Yachar Kemal a été l'un des tout premiers auteurs turcs traduits en France (dès les années 1970) - ce à quoi on doit d'ailleurs la translittération de son prénom, que personne ne ferait plus aujourd'hui...
De ce fait, on a pris ses romans, nouvelles, récits, reportages (il a été aussi chroniqueur au quotidien de gauche
Cumhurriyet) pour des descriptions réalistes de (l'ensemble de) la Turquie rurale. En fait, il s'agit d'un auteur régionaliste - de grand talent, là n'est pas la question - qui parle de l'est anatolien, des Kurdes plus que des Turcs, des spécificités d'une aire géographique bien précise, à ne surtout pas généraliser. Sinon, c'est comme si on prenait à l'étranger Pagnol ou Daudet de
Les lettres de mon moulin pour les portraitistes de la France tout entière...

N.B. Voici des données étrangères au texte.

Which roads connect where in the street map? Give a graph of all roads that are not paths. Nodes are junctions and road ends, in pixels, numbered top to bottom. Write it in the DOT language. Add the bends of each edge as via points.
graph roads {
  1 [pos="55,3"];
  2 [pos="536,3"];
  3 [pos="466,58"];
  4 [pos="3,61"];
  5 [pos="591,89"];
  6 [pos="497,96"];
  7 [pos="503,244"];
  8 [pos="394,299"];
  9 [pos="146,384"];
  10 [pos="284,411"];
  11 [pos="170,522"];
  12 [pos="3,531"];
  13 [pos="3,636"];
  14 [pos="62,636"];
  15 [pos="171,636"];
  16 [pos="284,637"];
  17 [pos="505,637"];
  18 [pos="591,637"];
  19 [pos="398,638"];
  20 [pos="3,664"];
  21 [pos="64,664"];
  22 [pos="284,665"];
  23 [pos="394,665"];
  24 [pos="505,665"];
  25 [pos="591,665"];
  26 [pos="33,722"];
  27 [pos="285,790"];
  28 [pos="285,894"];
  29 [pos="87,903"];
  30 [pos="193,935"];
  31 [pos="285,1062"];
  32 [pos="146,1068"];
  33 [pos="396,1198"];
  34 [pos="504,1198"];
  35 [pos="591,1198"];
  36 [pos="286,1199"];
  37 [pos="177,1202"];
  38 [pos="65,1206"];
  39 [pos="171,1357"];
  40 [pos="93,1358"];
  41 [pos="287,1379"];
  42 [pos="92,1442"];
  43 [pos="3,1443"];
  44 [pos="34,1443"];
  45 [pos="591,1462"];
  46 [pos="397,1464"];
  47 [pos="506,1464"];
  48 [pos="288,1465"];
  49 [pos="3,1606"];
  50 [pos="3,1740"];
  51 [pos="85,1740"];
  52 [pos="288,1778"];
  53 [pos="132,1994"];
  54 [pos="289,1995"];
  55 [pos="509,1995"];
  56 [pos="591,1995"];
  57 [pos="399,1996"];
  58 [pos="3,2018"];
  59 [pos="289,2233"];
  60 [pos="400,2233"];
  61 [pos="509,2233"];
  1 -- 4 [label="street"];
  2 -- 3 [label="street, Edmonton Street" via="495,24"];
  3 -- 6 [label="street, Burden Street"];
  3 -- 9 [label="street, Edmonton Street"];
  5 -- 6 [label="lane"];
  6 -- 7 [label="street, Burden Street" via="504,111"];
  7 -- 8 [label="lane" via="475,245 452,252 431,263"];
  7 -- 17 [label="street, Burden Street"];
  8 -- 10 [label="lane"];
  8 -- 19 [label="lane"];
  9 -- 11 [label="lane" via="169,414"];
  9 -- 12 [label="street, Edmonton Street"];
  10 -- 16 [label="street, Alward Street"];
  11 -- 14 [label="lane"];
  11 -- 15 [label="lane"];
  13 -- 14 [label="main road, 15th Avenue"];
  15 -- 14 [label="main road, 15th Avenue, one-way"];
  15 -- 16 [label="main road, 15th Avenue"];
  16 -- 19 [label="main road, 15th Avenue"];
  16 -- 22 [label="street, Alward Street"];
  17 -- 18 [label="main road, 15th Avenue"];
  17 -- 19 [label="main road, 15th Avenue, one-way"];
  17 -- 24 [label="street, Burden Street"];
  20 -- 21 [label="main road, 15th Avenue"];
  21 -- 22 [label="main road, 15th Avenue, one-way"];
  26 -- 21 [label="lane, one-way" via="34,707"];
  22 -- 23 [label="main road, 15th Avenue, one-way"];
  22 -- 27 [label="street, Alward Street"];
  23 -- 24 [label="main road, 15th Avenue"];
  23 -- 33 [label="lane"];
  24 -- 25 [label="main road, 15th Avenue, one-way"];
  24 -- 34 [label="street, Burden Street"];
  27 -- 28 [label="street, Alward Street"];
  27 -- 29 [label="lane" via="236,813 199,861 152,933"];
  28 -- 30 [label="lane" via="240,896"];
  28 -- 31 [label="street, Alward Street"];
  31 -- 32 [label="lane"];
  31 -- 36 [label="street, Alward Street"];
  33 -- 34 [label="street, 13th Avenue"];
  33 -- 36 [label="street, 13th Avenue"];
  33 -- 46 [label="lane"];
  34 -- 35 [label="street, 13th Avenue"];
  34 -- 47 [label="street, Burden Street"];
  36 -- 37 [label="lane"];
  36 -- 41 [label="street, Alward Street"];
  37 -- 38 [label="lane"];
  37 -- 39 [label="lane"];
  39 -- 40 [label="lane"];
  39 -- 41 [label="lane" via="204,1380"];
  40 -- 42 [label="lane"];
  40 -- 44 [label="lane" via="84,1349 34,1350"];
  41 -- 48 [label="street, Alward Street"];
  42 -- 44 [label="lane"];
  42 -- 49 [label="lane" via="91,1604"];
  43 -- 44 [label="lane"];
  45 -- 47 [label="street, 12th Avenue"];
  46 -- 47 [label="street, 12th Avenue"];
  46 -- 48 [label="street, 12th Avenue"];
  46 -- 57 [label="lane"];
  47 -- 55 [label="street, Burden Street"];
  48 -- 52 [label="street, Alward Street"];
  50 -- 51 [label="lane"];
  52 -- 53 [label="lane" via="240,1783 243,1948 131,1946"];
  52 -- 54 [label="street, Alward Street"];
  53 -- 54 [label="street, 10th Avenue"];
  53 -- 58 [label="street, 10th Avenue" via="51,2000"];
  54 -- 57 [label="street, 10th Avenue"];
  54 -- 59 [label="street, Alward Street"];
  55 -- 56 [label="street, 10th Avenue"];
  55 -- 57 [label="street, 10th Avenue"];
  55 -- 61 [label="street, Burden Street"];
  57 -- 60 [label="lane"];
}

Dans ce roman-ci le doute ne risque presque pas de poindre. Il a les traits du récit d'une épopée de rhapsode, agrémentée de la répétition à plusieurs reprises de l'image d'incipit qui situe l'histoire : auprès d'un lac sur le flanc du Mont Ararat, le fameux mont de l'Arche - qui n'a rien à faire ici.
Il est question d'un amour contrarié, d'un conflit entre l'honneur chevaleresque des traditions et la crainte que la puissance politique ne soit bafouée et ridiculisée, entre des beys kurdes fidèles à leur code de conduite atavique et un pacha qui a renié ses origines montagnardes pour s'inféoder à l'Ottoman, du pouvoir politique à qui s'oppose la
potestas religieuse qui semble s'enraciner jusques dans des profondeurs préislamiques mazdéennes. Il est question de dynamique de contestation des masses et de la force trans-historique des joueurs de flûte qui évoquent et invoquent la colère de la Montagne, ainsi que du rôle mémorial des bardes, qui iront chanter des amours millénaires.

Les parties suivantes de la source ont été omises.